Is there any point during this Sunday gathering at which our erstwhile outsider can feel at home? Better than one point, there are two.

The first is the people. Sure, these particular people may or may not be familiar and they are doing some strange things, but they are still familiar because they are people not martians. When our 'outsider' walks through the ornate front door and becomes an 'insider', he immediately sees a commodity he knows and understands - other human beings. He lives and moves amongst them every day. The only question that remains is what this group of people is like - friendly or rude; welcoming or insular; good blokes or odd fellows.

The second point of contact is the 'sermon' (if you are a long-termer) or 'the time when someone talks at you about the Bible' (if you are a more recent arrival). OK, the subject matter might be different (where else do you hear about Christ and the Bible) and it might be unusual to hear anyone talk for longer than a two-minute media report, but the 'sermon' is still a point of contact.
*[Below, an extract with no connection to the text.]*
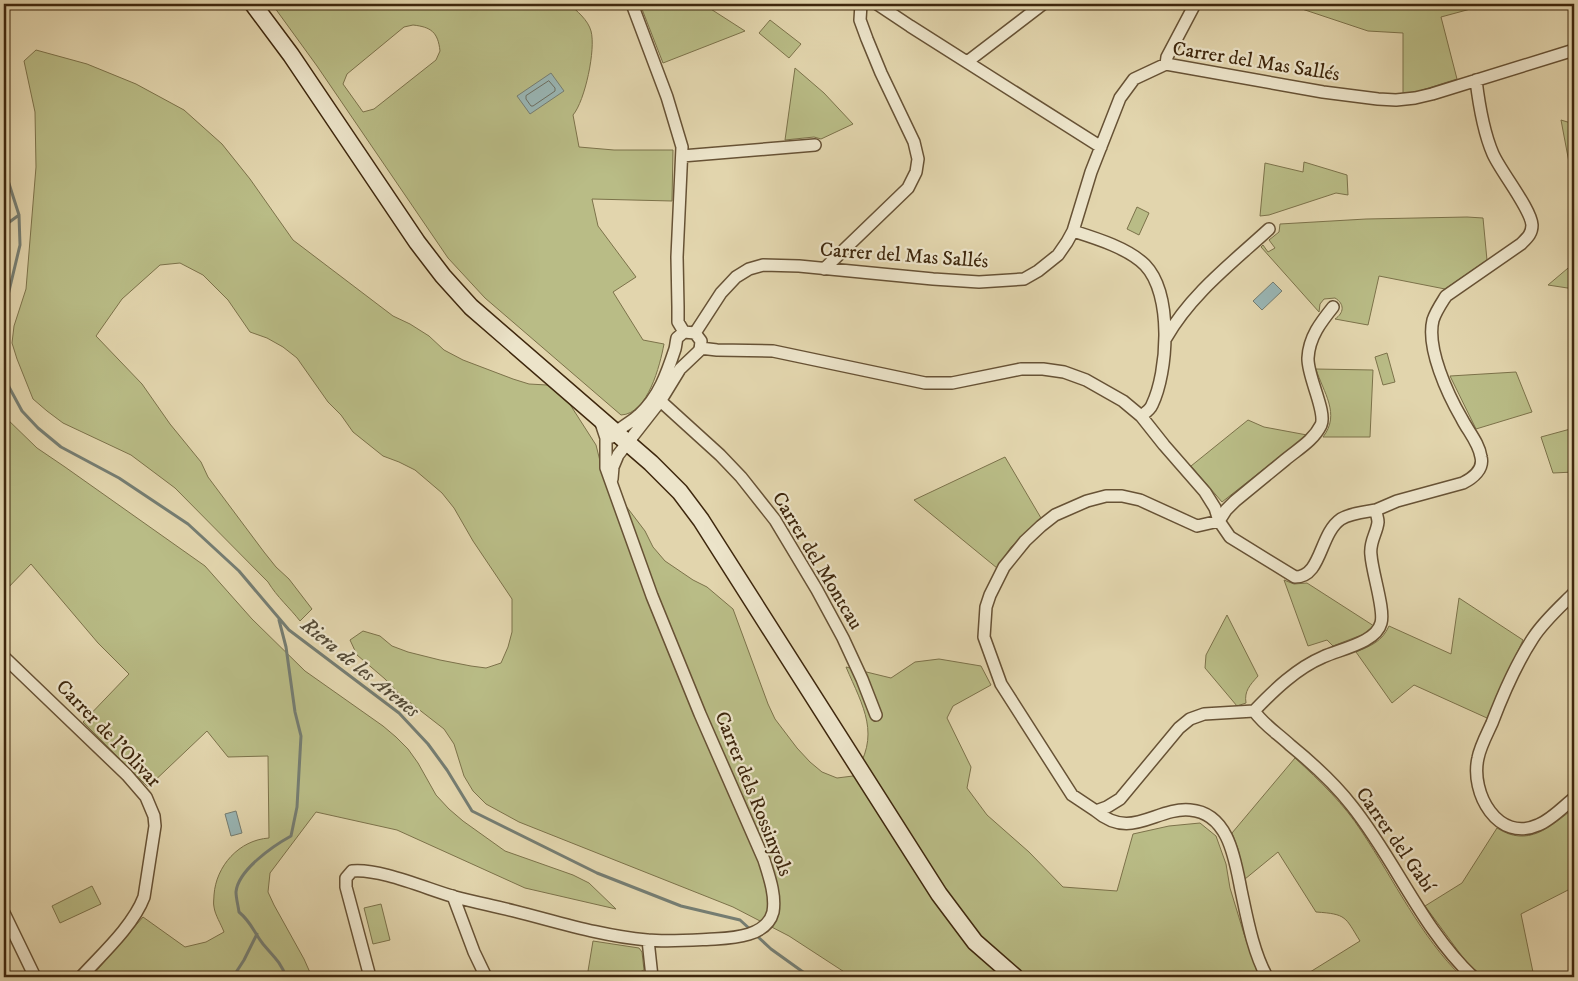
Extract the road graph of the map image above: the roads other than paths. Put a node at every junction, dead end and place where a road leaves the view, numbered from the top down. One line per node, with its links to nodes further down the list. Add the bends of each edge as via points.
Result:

For, if the 'preacher' (='guy talking') is not a monkey, the odds are that he is using words. And words are as familiar to us as breathing - in fact, we often take a breath only to exhale through some sentence or another.

But hang on one minute, just about everything else in these Sunday meetings is done with words too. Why single out the sermon? It is true that most of the rest of the meeting is conducted in human language and so has the smell of familiarity about it. But the 'guy talking' bit is special.

For he is explaining God's word to this group, and if he is doing his job properly, he is bringing news from God about the world everybody left to come to this Sunday meeting. Our outsider-come-insider has just walked out of this world - now the guy is talking about it. And that is contact.

But the guy doesn't only talk about this familiar world (you can watch the news for that from your own bed). He goes further. He talks about the Bible and how God has a word to say about this world. God has the word to say, and that word is Jesus Christ.

As all the insiders listen together to the guy talking about good news for their familiar world, we begin to understand the rest of the peculiar activities on that strange Sunday. The familiar illuminating the unfamiliar. The outsider becoming a real insider.